By: Barbara Zigah
S&P, the ratings agency, downgraded Spain’s sovereign debt, a move which effectively put fear back into the markets that the Eurozone’s contagion was, indeed, spreading. The agency cited growth concerns and other risks faced by the country’s banks to justify the downgrade to AA-.
As a result, in early Asian trading the Euro slipped lower against the U.S. Dollar, but has thus far managed to hold onto weekly gains which amounted to some 2.7%. If maintained, that would make this the strongest week for the Euro in nearly 9 months.
As reported at 12:34 p.m. (JST) in Tokyo, the Euro was trading at $1.3754, a decline of 0.2%. Analysts point out that Euro stop-loss offers lurk near $1.3720 and $1.3680, and resistance is seen at around $1.3834, the 1-month peak struck this week. One trader in Tokyo believes the Euro is poised to test the downside now.

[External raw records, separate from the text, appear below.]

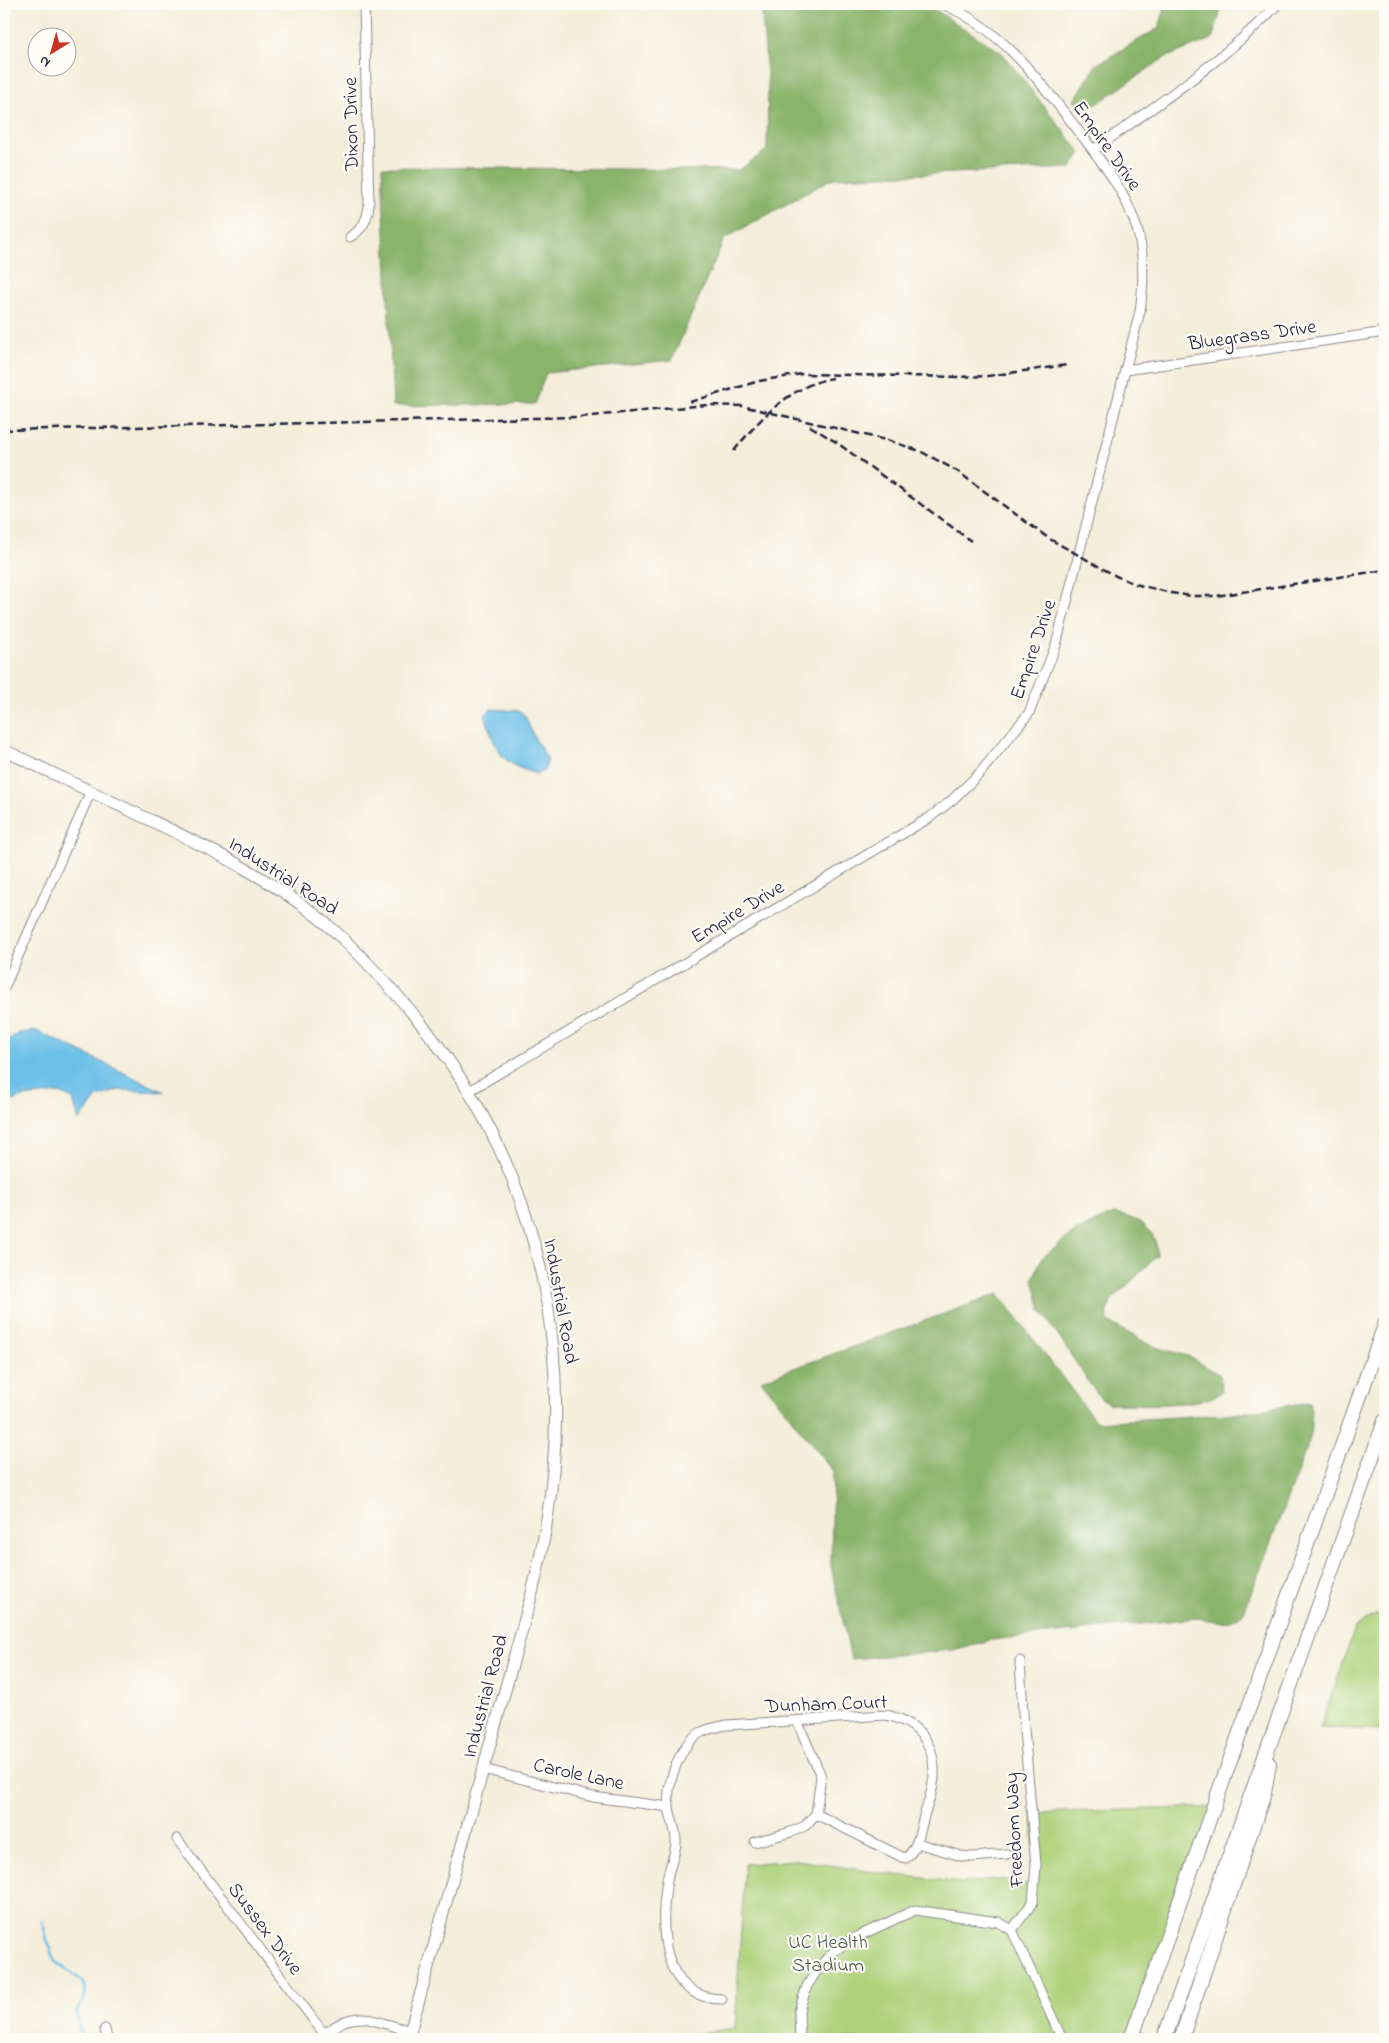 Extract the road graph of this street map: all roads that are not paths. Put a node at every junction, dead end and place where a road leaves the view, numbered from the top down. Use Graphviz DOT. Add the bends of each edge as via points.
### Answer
graph roads {
  1 [pos="364,4"];
  2 [pos="943,4"];
  3 [pos="1278,4"];
  4 [pos="1093,150"];
  5 [pos="350,237"];
  6 [pos="1385,332"];
  7 [pos="1124,370"];
  8 [pos="4,750"];
  9 [pos="91,791"];
  10 [pos="4,988"];
  11 [pos="469,1091"];
  12 [pos="1385,1325"];
  13 [pos="1385,1421"];
  14 [pos="1020,1661"];
  15 [pos="797,1721"];
  16 [pos="1273,1732"];
  17 [pos="484,1769"];
  18 [pos="669,1807"];
  19 [pos="816,1814"];
  20 [pos="177,1838"];
  21 [pos="755,1842"];
  22 [pos="917,1842"];
  23 [pos="1007,1854"];
  24 [pos="1012,1930"];
  25 [pos="722,1999"];
  26 [pos="106,2028"];
  27 [pos="410,2035"];
  28 [pos="326,2036"];
  29 [pos="107,2039"];
  30 [pos="800,2039"];
  31 [pos="1062,2039"];
  32 [pos="1131,2039"];
  33 [pos="1164,2039"];
  34 [pos="1181,2039"];
  1 -- 5 [label="street, Dixon Drive" via="369,204 366,221"];
  2 -- 4 [label="street, Empire Drive" via="982,26 1018,56"];
  3 -- 4 [label="street" via="1212,65"];
  4 -- 7 [label="street, Empire Drive" via="1122,192 1137,229 1142,252 1144,288"];
  6 -- 7 [label="street, Bluegrass Drive"];
  7 -- 11 [label="street, Empire Drive" via="1056,645 1029,713 979,774 951,801 917,825"];
  8 -- 9 [label="main road, Industrial Road"];
  9 -- 10 [label="street"];
  9 -- 11 [label="main road, Industrial Road" via="254,873 337,932 404,1002"];
  11 -- 17 [label="main road, Industrial Road" via="503,1157 532,1236 548,1309 557,1413 553,1485 540,1563"];
  12 -- 32 [label="highway"];
  13 -- 16 [label="highway"];
  14 -- 24 [label="street, Freedom Way" via="1036,1865 1032,1902"];
  15 -- 18 [label="street, Dunham Court" via="726,1725 702,1731 689,1742 676,1763 668,1793"];
  15 -- 19 [label="street" via="820,1776"];
  15 -- 22 [label="street, Dunham Court" via="886,1715 916,1728 929,1747 934,1772"];
  16 -- 33 [label="highway"];
  16 -- 34 [label="highway" via="1264,1793"];
  17 -- 18 [label="street, Carole Lane" via="593,1796"];
  17 -- 27 [label="main road, Industrial Road"];
  18 -- 25 [label="street, Dunham Court" via="676,1841 667,1877 664,1911 671,1966 692,1991"];
  19 -- 21 [label="street" via="805,1826"];
  19 -- 22 [label="street" via="902,1857 911,1854"];
  20 -- 28 [label="street, Sussex Drive"];
  22 -- 23 [label="street" via="960,1856"];
  24 -- 30 [label="street" via="998,1922 916,1910 852,1939 834,1951 807,1986 800,2011"];
  24 -- 31 [label="street"];
  26 -- 29 [label="street"];
  27 -- 28 [label="street" via="357,2017 345,2019"];
}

Other ratings downgraded also occurred besides the one to Spanish sovereign debt; Fitch cut some European banks including Switzerland’s UBS AG, while several were placed on their negative watch list. Growing concerns over bank capitalization continues to hang heavy over market sentiment. Officials from the European Union said yesterday that new stress tests may compel some banks to shore up their balance sheets, but that they will likely have six months to accomplish the task.